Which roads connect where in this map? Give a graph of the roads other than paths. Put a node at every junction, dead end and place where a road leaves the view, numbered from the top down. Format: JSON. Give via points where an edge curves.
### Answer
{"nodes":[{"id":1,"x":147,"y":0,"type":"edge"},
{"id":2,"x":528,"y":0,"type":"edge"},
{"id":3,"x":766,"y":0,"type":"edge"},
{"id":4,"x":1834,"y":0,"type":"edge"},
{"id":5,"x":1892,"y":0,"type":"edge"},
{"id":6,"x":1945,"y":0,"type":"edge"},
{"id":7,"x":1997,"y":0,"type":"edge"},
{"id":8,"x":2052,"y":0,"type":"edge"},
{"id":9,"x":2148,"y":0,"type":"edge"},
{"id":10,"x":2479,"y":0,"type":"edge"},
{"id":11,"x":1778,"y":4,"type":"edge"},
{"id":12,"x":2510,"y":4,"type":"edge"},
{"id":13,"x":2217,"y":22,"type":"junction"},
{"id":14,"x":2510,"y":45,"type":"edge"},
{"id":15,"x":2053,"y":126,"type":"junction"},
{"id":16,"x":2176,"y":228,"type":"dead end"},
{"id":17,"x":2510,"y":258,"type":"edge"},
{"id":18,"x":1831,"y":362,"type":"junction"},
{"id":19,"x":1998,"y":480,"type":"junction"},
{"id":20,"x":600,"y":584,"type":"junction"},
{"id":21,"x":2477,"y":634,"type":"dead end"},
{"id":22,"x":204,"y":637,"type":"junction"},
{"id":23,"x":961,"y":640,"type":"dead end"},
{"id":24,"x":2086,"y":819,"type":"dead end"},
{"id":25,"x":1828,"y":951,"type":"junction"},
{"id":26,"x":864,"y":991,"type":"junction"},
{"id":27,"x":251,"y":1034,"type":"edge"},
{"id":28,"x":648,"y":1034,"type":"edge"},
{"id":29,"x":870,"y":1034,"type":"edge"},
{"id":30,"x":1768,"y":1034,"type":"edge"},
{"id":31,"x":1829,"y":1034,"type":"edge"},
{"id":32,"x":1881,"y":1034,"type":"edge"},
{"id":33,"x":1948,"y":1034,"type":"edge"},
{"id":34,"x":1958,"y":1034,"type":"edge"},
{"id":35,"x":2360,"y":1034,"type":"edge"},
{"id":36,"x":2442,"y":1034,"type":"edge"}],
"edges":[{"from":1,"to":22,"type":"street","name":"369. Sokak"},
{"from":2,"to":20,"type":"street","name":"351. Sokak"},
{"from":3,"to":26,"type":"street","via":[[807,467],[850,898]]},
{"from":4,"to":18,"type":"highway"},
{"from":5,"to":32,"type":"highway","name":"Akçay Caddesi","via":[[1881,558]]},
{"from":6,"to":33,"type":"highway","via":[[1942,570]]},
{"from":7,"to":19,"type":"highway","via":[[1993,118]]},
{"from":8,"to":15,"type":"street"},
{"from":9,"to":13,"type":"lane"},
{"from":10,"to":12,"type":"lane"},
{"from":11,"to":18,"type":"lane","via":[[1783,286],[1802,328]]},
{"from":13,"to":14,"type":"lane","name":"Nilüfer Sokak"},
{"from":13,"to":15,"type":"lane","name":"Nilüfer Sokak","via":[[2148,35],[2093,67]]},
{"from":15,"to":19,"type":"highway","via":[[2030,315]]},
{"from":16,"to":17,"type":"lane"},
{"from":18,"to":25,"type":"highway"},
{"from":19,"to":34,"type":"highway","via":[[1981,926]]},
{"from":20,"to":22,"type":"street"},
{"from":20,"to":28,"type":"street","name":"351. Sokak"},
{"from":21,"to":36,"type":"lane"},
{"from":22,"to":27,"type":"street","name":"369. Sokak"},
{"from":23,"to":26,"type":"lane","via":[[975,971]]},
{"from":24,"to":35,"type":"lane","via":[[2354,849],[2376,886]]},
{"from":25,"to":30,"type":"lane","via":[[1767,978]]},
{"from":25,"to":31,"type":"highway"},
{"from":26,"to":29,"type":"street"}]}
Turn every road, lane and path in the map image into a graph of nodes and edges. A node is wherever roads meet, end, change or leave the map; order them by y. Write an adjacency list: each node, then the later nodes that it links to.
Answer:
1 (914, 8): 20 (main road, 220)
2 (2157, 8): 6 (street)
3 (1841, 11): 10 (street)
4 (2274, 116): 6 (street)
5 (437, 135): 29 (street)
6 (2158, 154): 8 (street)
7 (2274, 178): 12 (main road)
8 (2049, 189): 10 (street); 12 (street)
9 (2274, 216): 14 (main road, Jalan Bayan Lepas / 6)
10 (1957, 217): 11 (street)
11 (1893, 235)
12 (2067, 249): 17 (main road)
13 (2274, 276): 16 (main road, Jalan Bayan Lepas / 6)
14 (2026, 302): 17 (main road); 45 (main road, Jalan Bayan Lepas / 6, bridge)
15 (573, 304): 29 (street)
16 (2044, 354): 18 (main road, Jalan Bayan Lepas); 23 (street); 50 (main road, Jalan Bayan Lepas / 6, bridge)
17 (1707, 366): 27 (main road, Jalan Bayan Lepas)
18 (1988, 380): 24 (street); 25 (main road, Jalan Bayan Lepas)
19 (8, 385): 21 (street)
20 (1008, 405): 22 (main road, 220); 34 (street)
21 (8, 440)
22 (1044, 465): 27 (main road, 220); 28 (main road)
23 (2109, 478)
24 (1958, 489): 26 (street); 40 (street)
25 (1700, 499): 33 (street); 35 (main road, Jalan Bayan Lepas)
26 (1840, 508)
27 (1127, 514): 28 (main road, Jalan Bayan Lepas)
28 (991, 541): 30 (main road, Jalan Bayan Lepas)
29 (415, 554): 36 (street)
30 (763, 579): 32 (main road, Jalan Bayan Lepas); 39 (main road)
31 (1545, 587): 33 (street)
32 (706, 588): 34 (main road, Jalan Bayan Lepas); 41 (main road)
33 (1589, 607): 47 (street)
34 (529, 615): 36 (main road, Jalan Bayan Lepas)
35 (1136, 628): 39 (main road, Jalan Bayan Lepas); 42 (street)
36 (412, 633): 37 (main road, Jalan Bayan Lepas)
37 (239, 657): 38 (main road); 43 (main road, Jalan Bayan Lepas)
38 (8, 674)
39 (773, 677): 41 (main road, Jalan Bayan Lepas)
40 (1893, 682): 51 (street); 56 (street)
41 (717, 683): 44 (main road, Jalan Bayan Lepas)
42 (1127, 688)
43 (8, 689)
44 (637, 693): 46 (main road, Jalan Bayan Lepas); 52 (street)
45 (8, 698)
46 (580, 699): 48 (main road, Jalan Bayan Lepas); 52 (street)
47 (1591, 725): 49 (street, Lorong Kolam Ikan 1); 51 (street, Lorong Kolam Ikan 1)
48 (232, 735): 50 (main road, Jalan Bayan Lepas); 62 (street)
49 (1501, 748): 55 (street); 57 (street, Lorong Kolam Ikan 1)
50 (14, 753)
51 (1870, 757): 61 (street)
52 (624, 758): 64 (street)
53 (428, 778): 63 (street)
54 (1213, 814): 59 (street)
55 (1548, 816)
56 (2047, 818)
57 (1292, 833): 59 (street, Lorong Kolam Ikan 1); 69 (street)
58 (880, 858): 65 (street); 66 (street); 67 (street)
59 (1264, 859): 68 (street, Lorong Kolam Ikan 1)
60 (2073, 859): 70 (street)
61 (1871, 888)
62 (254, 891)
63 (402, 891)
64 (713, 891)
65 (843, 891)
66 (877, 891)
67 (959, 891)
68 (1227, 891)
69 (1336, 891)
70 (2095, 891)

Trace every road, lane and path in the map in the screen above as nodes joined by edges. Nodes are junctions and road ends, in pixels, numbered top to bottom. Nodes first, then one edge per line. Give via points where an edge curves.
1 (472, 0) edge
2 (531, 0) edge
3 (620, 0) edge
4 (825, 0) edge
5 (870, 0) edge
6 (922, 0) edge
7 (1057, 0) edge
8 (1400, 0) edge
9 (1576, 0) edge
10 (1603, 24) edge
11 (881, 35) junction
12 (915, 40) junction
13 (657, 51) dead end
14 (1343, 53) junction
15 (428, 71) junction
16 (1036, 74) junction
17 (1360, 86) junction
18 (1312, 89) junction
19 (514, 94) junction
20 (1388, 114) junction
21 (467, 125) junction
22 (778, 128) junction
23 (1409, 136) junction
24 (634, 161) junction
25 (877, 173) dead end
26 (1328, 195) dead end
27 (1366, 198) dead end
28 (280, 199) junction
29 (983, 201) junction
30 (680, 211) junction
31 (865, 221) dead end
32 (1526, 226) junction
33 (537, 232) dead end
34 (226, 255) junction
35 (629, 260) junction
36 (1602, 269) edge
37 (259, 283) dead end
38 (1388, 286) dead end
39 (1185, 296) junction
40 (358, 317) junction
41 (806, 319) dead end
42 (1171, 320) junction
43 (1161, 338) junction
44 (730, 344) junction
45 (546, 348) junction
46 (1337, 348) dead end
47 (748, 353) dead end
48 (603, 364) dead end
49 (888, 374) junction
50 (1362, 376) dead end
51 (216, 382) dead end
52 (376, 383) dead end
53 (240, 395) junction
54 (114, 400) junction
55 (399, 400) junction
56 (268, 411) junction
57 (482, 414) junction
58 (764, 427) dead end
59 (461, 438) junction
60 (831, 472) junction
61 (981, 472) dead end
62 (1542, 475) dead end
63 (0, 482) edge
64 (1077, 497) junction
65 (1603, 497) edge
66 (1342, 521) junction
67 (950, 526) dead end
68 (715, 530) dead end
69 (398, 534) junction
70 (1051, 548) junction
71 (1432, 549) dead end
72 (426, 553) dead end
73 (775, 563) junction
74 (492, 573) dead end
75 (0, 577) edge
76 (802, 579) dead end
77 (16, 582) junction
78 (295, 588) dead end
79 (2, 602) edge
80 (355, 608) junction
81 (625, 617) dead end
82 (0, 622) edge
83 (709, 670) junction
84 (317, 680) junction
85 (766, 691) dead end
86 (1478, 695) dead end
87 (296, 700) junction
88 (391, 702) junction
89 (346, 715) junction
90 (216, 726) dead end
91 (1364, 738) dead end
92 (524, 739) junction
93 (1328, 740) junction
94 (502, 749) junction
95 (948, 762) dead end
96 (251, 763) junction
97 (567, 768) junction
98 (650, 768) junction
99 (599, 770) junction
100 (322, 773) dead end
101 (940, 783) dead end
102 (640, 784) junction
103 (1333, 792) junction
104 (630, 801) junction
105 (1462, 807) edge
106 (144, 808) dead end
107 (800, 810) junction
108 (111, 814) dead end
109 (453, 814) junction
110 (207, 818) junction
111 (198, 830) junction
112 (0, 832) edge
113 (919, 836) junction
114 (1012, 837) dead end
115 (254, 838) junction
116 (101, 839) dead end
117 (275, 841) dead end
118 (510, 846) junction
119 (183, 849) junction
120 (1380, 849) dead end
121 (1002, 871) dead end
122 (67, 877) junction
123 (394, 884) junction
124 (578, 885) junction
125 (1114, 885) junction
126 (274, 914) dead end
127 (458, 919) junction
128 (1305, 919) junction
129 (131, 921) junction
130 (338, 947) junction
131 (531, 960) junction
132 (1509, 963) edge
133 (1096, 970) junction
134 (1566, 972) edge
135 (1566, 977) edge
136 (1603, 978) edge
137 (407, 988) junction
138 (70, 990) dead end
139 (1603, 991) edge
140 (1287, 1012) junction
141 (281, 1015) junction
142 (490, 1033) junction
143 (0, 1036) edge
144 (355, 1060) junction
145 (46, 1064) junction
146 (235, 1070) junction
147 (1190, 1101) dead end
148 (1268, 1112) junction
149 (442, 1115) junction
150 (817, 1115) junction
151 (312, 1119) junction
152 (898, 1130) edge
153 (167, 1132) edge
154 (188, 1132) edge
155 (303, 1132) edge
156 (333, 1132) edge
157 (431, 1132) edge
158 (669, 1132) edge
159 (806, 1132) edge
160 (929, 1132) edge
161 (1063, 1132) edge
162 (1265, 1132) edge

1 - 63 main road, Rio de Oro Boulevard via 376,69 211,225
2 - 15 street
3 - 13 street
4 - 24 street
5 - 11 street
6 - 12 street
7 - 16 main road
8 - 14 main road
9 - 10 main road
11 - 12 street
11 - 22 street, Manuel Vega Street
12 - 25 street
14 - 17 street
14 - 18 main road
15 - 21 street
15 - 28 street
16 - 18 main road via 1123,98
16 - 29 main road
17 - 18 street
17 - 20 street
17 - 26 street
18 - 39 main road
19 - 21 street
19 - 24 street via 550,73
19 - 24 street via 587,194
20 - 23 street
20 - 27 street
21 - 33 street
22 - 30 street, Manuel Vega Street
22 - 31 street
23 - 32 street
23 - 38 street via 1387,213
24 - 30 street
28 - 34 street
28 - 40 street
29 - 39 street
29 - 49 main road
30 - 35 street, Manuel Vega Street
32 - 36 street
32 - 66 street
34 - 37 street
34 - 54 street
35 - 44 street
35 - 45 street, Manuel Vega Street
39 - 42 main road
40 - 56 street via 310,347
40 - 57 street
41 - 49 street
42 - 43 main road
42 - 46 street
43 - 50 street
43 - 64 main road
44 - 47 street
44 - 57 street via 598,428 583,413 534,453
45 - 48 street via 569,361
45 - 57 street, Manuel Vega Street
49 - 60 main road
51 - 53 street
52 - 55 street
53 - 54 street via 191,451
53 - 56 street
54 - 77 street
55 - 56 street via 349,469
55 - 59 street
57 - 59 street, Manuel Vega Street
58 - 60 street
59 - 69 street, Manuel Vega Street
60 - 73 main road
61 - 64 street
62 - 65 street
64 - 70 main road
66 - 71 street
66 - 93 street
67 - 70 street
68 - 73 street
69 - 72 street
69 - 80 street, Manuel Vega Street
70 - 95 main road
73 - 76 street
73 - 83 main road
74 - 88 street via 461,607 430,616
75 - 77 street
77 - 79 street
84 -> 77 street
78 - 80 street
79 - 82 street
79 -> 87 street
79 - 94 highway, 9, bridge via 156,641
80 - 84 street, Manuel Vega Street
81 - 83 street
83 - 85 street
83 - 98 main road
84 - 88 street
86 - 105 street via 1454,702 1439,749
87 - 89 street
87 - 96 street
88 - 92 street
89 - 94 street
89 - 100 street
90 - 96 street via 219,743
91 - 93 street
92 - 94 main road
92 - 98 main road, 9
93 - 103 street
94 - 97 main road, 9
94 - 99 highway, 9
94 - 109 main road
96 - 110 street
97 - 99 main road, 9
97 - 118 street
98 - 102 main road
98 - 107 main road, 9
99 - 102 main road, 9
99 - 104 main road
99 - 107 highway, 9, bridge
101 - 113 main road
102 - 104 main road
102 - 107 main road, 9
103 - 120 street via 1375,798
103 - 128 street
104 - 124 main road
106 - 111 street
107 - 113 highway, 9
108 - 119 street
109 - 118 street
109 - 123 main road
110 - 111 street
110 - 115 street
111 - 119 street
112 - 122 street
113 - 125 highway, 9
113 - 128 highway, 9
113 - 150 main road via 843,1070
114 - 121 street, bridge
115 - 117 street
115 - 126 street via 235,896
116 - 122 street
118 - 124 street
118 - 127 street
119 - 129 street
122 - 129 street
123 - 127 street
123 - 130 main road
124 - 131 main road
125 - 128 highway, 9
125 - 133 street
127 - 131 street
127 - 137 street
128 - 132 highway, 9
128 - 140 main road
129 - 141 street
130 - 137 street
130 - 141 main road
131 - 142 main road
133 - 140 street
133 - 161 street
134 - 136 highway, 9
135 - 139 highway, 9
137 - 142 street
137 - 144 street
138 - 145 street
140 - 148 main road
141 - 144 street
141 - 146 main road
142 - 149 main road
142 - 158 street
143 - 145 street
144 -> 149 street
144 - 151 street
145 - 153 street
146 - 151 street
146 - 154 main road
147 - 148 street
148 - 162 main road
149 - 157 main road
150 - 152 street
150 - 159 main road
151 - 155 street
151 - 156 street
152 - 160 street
====================
> **Brief**: Lines of the data above that include the string "graph" must each be copied.

> **Result for this exercise**:
Which roads connect where in this map? Give a graph of the roads other than paths. Put a node at every junction, dead end and place where a road leaves the view, numbered from the top down. Format: JSON. Give via points where an edge curves.
Turn every road, lane and path in the map image into a graph of nodes and edges. A node is wherever roads meet, end, change or leave the map; order them by y. Write an adjacency list: each node, then the later nodes that it links to.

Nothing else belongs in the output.